Allow me to provide a powerful expression
of this one human family. In September 2010 it was my honour to lead the Holy See
delegation at the Plenary Session of the United Nations General Assembly. The topic
was poverty and development. I pointed out that development is seriously undermined
by irresponsible governments, global processes and major institutions when their policies
and actions fail to uphold the inherent and equal dignity, the individuality, and
the transcendence of every human being. The methods of some anti-poverty campaigns
tended to target the poor in ways that suggest that the solution to global poverty
is to eliminate the poor. Furthermore, material poverty has partners – relational,
emotional, and spiritual poverty.
So we reminded the General Assembly that
the human person must be at the centre in our quest for development. To combat global
poverty requires justice and solidarity in the form of investments in the resourcefulness
of the poor and, far from eliminating them, making them protagonists in their emergence
out of poverty. The poor need education to be transformed from dependency to resourcefulness.
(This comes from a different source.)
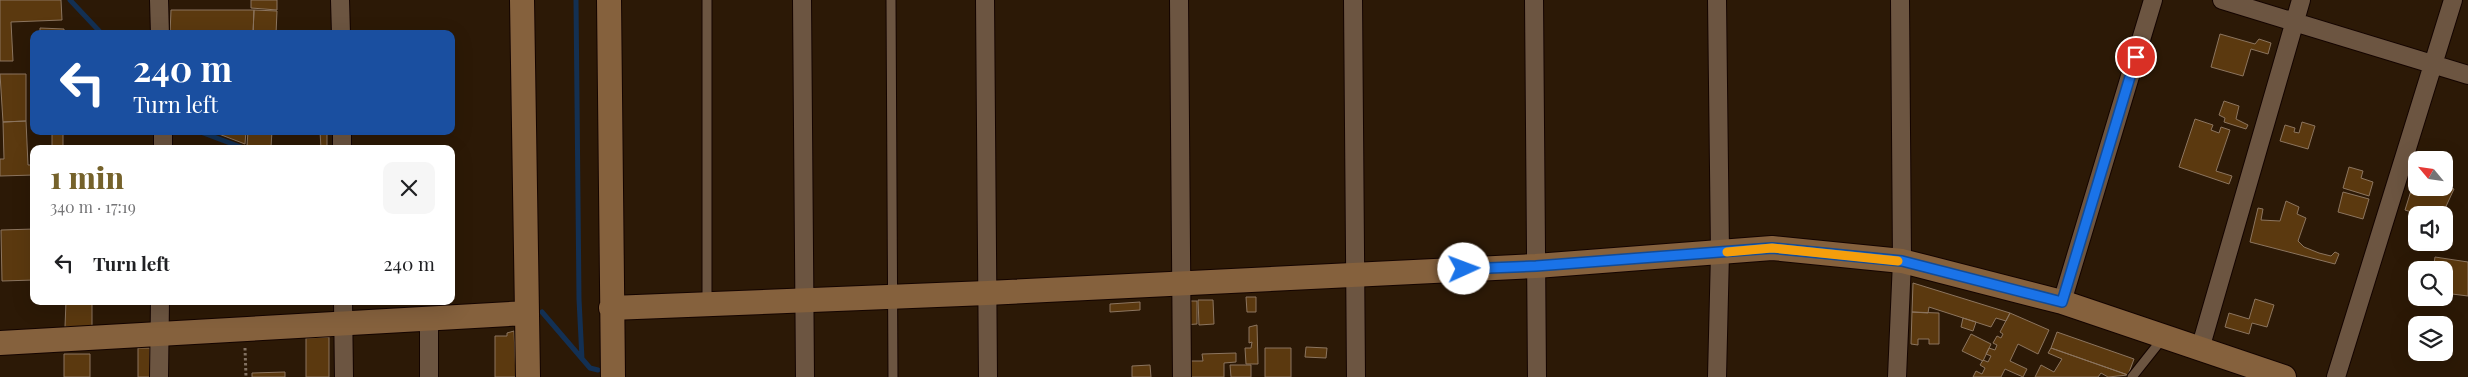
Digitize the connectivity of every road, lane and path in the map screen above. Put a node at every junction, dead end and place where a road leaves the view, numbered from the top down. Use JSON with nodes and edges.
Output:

If everyone’s political, religious and economic rights and freedoms are respected,
the paradigm will shift from mere poverty management to wealth creation; from viewing
the poor not as a burden but as part of the solution.
Finally, we should not
only recognize that religious freedom is the source and synthesis of all human rights.
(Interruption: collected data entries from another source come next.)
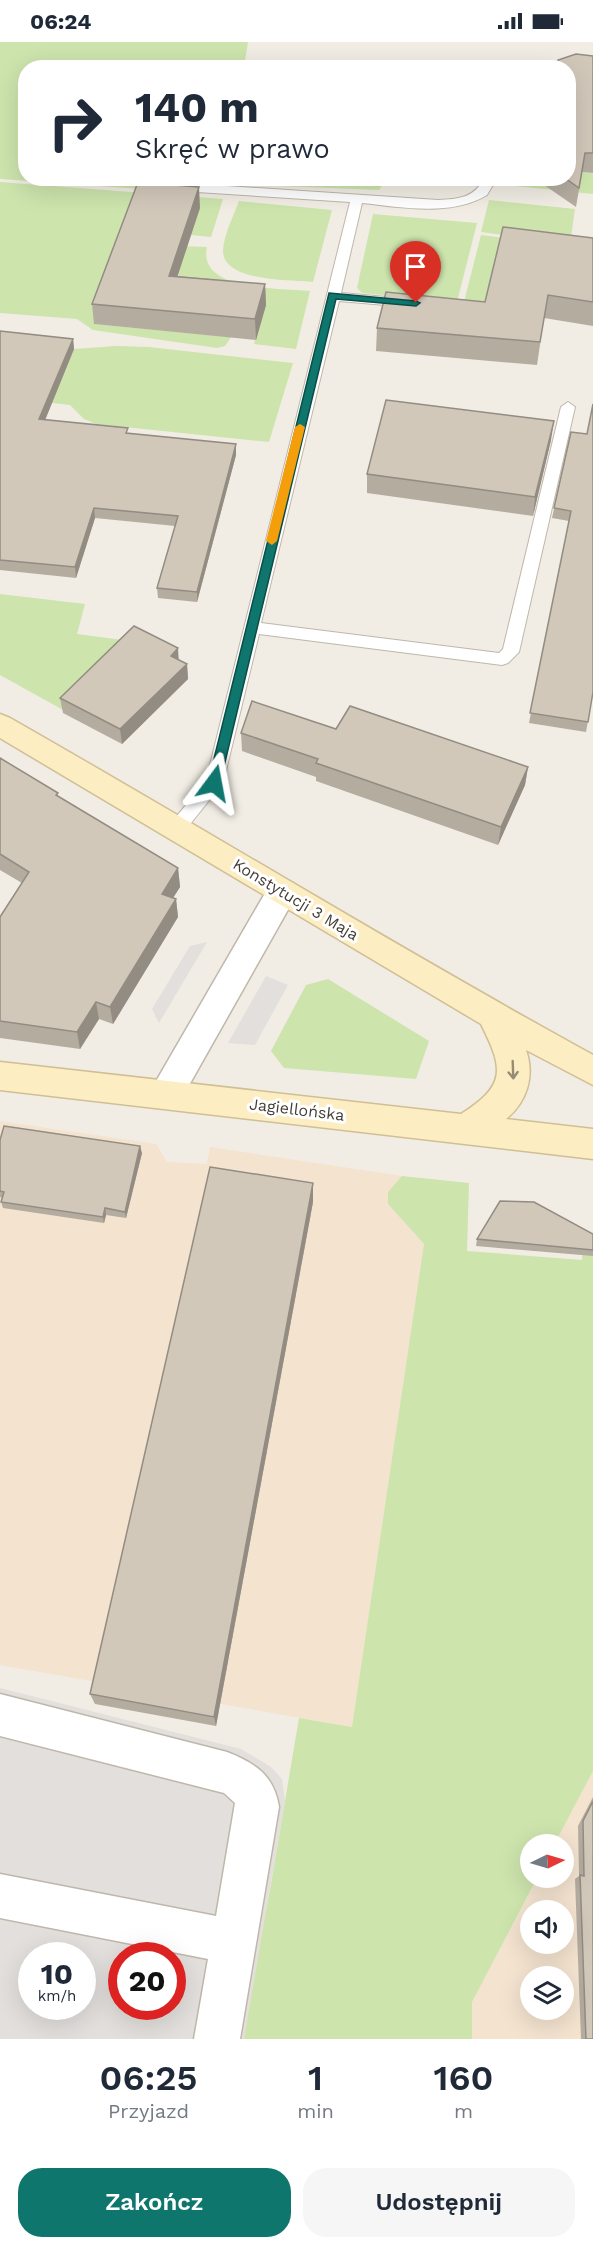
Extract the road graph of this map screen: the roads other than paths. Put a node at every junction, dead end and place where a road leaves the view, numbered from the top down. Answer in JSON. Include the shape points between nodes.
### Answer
{"nodes":[{"id":1,"x":486,"y":186,"type":"edge"},
{"id":2,"x":197,"y":188,"type":"edge"},
{"id":3,"x":357,"y":199,"type":"junction"},
{"id":4,"x":332,"y":296,"type":"junction"},
{"id":5,"x":427,"y":304,"type":"edge"},
{"id":6,"x":568,"y":407,"type":"dead end"},
{"id":7,"x":251,"y":627,"type":"junction"},
{"id":8,"x":0,"y":725,"type":"edge"},
{"id":9,"x":177,"y":828,"type":"junction"},
{"id":10,"x":282,"y":892,"type":"junction"},
{"id":11,"x":493,"y":1016,"type":"junction"},
{"id":12,"x":593,"y":1071,"type":"edge"},
{"id":13,"x":0,"y":1076,"type":"edge"},
{"id":14,"x":167,"y":1093,"type":"junction"},
{"id":15,"x":466,"y":1129,"type":"junction"},
{"id":16,"x":593,"y":1144,"type":"edge"},
{"id":17,"x":0,"y":1715,"type":"edge"},
{"id":18,"x":0,"y":1896,"type":"edge"},
{"id":19,"x":234,"y":1942,"type":"junction"},
{"id":20,"x":217,"y":2039,"type":"edge"}],
"edges":[{"from":1,"to":3,"type":"lane","via":[[481,194],[463,202]]},
{"from":2,"to":3,"type":"lane"},
{"from":3,"to":4,"type":"lane"},
{"from":4,"to":5,"type":"lane"},
{"from":4,"to":7,"type":"lane"},
{"from":6,"to":7,"type":"lane","via":[[511,652],[502,659]]},
{"from":7,"to":9,"type":"lane","via":[[214,783]]},
{"from":8,"to":9,"type":"street","name":"Konstytucji 3 Maja"},
{"from":9,"to":10,"type":"street","name":"Konstytucji 3 Maja"},
{"from":10,"to":11,"type":"street","name":"Konstytucji 3 Maja"},
{"from":10,"to":14,"type":"street"},
{"from":11,"to":12,"type":"street","name":"Konstytucji 3 Maja"},
{"from":11,"to":15,"type":"street","one_way":true,"via":[[515,1067],[513,1088],[503,1103]]},
{"from":13,"to":14,"type":"street","name":"Jagiellońska"},
{"from":14,"to":15,"type":"street","name":"Jagiellońska"},
{"from":15,"to":16,"type":"street","name":"Jagiellońska"},
{"from":17,"to":19,"type":"street","via":[[227,1773],[248,1785],[256,1797],[257,1808]]},
{"from":18,"to":19,"type":"street"},
{"from":19,"to":20,"type":"street"}]}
We should also recall what genuine religious belief contributes. Genuine religious
belief points us beyond present practicalities towards the transcendent; and it reminds
us of the possibility and the imperative of moral conversion of all persons, of the
duty to live peaceably with our neighbour, of the importance of living a life of integrity.
In the apt words of Jürgen Habermas, “Among the modern societies, only those that
are able to introduce into the secular domain the essential contents of their religious
traditions which point beyond the merely human realm will also be able to rescue the
substance of the human.” Properly understood, religious belief brings enlightenment;
it purifies our hearts and inspires noble and generous action to the benefit of the
entire human family; and it motivates us to cultivate the practice of virtue and to
reach out towards one another in love.
CONCLUSION
May
God bless today’s Conference with all the compassion, creative fidelity and courage
necessary to make human rights truly and really accessible for everyone throughout
the world.
Moreover, may today’s Conference encourage the Church in Slovakia
in all that you are doing to promote respect for human rights.
Let us make
our own the hope of the Holy Father, “that the daily commitment of all will continue
to bear fruit,” and that all God’s people may enjoy genuine peace “as a fundamental
human right and a necessary prerequisite for every other right.”